┏━━

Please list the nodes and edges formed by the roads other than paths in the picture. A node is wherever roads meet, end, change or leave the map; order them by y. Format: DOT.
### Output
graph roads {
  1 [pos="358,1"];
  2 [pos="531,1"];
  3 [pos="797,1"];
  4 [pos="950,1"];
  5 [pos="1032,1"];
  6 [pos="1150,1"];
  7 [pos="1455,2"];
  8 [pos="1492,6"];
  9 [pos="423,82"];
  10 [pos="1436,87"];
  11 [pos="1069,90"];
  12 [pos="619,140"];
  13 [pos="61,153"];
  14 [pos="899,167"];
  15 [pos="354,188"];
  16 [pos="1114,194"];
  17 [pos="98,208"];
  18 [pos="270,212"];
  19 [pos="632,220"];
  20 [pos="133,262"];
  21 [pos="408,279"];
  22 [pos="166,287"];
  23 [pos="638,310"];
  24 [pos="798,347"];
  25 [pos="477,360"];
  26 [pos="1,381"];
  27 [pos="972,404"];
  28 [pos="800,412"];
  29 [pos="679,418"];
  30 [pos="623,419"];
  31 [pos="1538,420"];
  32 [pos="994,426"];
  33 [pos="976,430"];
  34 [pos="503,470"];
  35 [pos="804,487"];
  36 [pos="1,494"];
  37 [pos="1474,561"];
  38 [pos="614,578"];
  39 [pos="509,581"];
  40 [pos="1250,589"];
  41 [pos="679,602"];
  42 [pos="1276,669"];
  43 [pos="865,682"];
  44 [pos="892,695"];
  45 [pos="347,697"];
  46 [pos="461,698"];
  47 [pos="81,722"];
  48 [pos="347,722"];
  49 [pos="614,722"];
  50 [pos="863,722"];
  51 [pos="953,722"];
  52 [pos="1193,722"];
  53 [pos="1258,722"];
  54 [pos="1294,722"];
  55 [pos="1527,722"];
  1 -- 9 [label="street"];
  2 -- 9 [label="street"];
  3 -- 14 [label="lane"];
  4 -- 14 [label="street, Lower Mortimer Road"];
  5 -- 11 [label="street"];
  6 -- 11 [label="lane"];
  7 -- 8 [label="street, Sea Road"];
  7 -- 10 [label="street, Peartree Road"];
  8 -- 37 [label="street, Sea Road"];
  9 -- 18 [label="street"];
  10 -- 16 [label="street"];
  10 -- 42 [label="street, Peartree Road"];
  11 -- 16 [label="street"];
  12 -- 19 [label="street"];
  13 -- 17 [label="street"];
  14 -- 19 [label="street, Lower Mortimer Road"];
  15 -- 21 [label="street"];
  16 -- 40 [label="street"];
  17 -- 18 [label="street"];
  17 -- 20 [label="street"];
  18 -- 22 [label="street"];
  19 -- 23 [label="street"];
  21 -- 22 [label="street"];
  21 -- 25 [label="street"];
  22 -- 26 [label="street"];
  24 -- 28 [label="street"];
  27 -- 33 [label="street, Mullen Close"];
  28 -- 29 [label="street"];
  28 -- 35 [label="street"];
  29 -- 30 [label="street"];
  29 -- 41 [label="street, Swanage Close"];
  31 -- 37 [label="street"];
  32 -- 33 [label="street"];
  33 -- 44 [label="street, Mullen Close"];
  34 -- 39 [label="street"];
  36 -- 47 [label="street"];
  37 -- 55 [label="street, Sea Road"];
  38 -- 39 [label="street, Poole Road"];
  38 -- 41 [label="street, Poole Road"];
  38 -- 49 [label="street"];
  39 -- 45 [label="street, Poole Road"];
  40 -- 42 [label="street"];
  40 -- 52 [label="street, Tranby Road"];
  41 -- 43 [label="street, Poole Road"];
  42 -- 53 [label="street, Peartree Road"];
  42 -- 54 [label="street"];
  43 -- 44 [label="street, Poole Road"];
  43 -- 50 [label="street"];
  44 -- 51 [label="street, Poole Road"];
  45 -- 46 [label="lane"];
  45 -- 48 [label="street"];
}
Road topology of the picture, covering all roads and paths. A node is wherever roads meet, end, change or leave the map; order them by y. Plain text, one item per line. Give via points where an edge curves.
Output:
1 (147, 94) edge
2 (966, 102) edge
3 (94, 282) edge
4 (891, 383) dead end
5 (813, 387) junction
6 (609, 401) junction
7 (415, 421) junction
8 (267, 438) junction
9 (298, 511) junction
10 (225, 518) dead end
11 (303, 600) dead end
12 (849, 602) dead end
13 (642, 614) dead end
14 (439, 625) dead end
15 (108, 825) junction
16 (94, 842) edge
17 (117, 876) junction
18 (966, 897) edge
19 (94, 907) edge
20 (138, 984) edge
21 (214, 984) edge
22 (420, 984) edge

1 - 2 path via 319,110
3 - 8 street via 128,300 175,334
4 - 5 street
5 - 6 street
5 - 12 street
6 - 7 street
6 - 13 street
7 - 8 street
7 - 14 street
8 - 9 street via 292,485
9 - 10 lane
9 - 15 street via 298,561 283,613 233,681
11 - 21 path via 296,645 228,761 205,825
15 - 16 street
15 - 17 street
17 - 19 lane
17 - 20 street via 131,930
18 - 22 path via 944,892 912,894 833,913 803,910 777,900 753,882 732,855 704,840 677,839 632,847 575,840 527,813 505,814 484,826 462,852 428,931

┗━━

**WHAT TO WORK ON:** From start to finish, retype the records above with complete accuracy.

**ANSWER TO THE PROBLEM:**
Please list the nodes and edges formed by the roads other than paths in the picture. A node is wherever roads meet, end, change or leave the map; order them by y. Format: DOT.
### Output
graph roads {
  1 [pos="358,1"];
  2 [pos="531,1"];
  3 [pos="797,1"];
  4 [pos="950,1"];
  5 [pos="1032,1"];
  6 [pos="1150,1"];
  7 [pos="1455,2"];
  8 [pos="1492,6"];
  9 [pos="423,82"];
  10 [pos="1436,87"];
  11 [pos="1069,90"];
  12 [pos="619,140"];
  13 [pos="61,153"];
  14 [pos="899,167"];
  15 [pos="354,188"];
  16 [pos="1114,194"];
  17 [pos="98,208"];
  18 [pos="270,212"];
  19 [pos="632,220"];
  20 [pos="133,262"];
  21 [pos="408,279"];
  22 [pos="166,287"];
  23 [pos="638,310"];
  24 [pos="798,347"];
  25 [pos="477,360"];
  26 [pos="1,381"];
  27 [pos="972,404"];
  28 [pos="800,412"];
  29 [pos="679,418"];
  30 [pos="623,419"];
  31 [pos="1538,420"];
  32 [pos="994,426"];
  33 [pos="976,430"];
  34 [pos="503,470"];
  35 [pos="804,487"];
  36 [pos="1,494"];
  37 [pos="1474,561"];
  38 [pos="614,578"];
  39 [pos="509,581"];
  40 [pos="1250,589"];
  41 [pos="679,602"];
  42 [pos="1276,669"];
  43 [pos="865,682"];
  44 [pos="892,695"];
  45 [pos="347,697"];
  46 [pos="461,698"];
  47 [pos="81,722"];
  48 [pos="347,722"];
  49 [pos="614,722"];
  50 [pos="863,722"];
  51 [pos="953,722"];
  52 [pos="1193,722"];
  53 [pos="1258,722"];
  54 [pos="1294,722"];
  55 [pos="1527,722"];
  1 -- 9 [label="street"];
  2 -- 9 [label="street"];
  3 -- 14 [label="lane"];
  4 -- 14 [label="street, Lower Mortimer Road"];
  5 -- 11 [label="street"];
  6 -- 11 [label="lane"];
  7 -- 8 [label="street, Sea Road"];
  7 -- 10 [label="street, Peartree Road"];
  8 -- 37 [label="street, Sea Road"];
  9 -- 18 [label="street"];
  10 -- 16 [label="street"];
  10 -- 42 [label="street, Peartree Road"];
  11 -- 16 [label="street"];
  12 -- 19 [label="street"];
  13 -- 17 [label="street"];
  14 -- 19 [label="street, Lower Mortimer Road"];
  15 -- 21 [label="street"];
  16 -- 40 [label="street"];
  17 -- 18 [label="street"];
  17 -- 20 [label="street"];
  18 -- 22 [label="street"];
  19 -- 23 [label="street"];
  21 -- 22 [label="street"];
  21 -- 25 [label="street"];
  22 -- 26 [label="street"];
  24 -- 28 [label="street"];
  27 -- 33 [label="street, Mullen Close"];
  28 -- 29 [label="street"];
  28 -- 35 [label="street"];
  29 -- 30 [label="street"];
  29 -- 41 [label="street, Swanage Close"];
  31 -- 37 [label="street"];
  32 -- 33 [label="street"];
  33 -- 44 [label="street, Mullen Close"];
  34 -- 39 [label="street"];
  36 -- 47 [label="street"];
  37 -- 55 [label="street, Sea Road"];
  38 -- 39 [label="street, Poole Road"];
  38 -- 41 [label="street, Poole Road"];
  38 -- 49 [label="street"];
  39 -- 45 [label="street, Poole Road"];
  40 -- 42 [label="street"];
  40 -- 52 [label="street, Tranby Road"];
  41 -- 43 [label="street, Poole Road"];
  42 -- 53 [label="street, Peartree Road"];
  42 -- 54 [label="street"];
  43 -- 44 [label="street, Poole Road"];
  43 -- 50 [label="street"];
  44 -- 51 [label="street, Poole Road"];
  45 -- 46 [label="lane"];
  45 -- 48 [label="street"];
}
Road topology of the picture, covering all roads and paths. A node is wherever roads meet, end, change or leave the map; order them by y. Plain text, one item per line. Give via points where an edge curves.
Output:
1 (147, 94) edge
2 (966, 102) edge
3 (94, 282) edge
4 (891, 383) dead end
5 (813, 387) junction
6 (609, 401) junction
7 (415, 421) junction
8 (267, 438) junction
9 (298, 511) junction
10 (225, 518) dead end
11 (303, 600) dead end
12 (849, 602) dead end
13 (642, 614) dead end
14 (439, 625) dead end
15 (108, 825) junction
16 (94, 842) edge
17 (117, 876) junction
18 (966, 897) edge
19 (94, 907) edge
20 (138, 984) edge
21 (214, 984) edge
22 (420, 984) edge

1 - 2 path via 319,110
3 - 8 street via 128,300 175,334
4 - 5 street
5 - 6 street
5 - 12 street
6 - 7 street
6 - 13 street
7 - 8 street
7 - 14 street
8 - 9 street via 292,485
9 - 10 lane
9 - 15 street via 298,561 283,613 233,681
11 - 21 path via 296,645 228,761 205,825
15 - 16 street
15 - 17 street
17 - 19 lane
17 - 20 street via 131,930
18 - 22 path via 944,892 912,894 833,913 803,910 777,900 753,882 732,855 704,840 677,839 632,847 575,840 527,813 505,814 484,826 462,852 428,931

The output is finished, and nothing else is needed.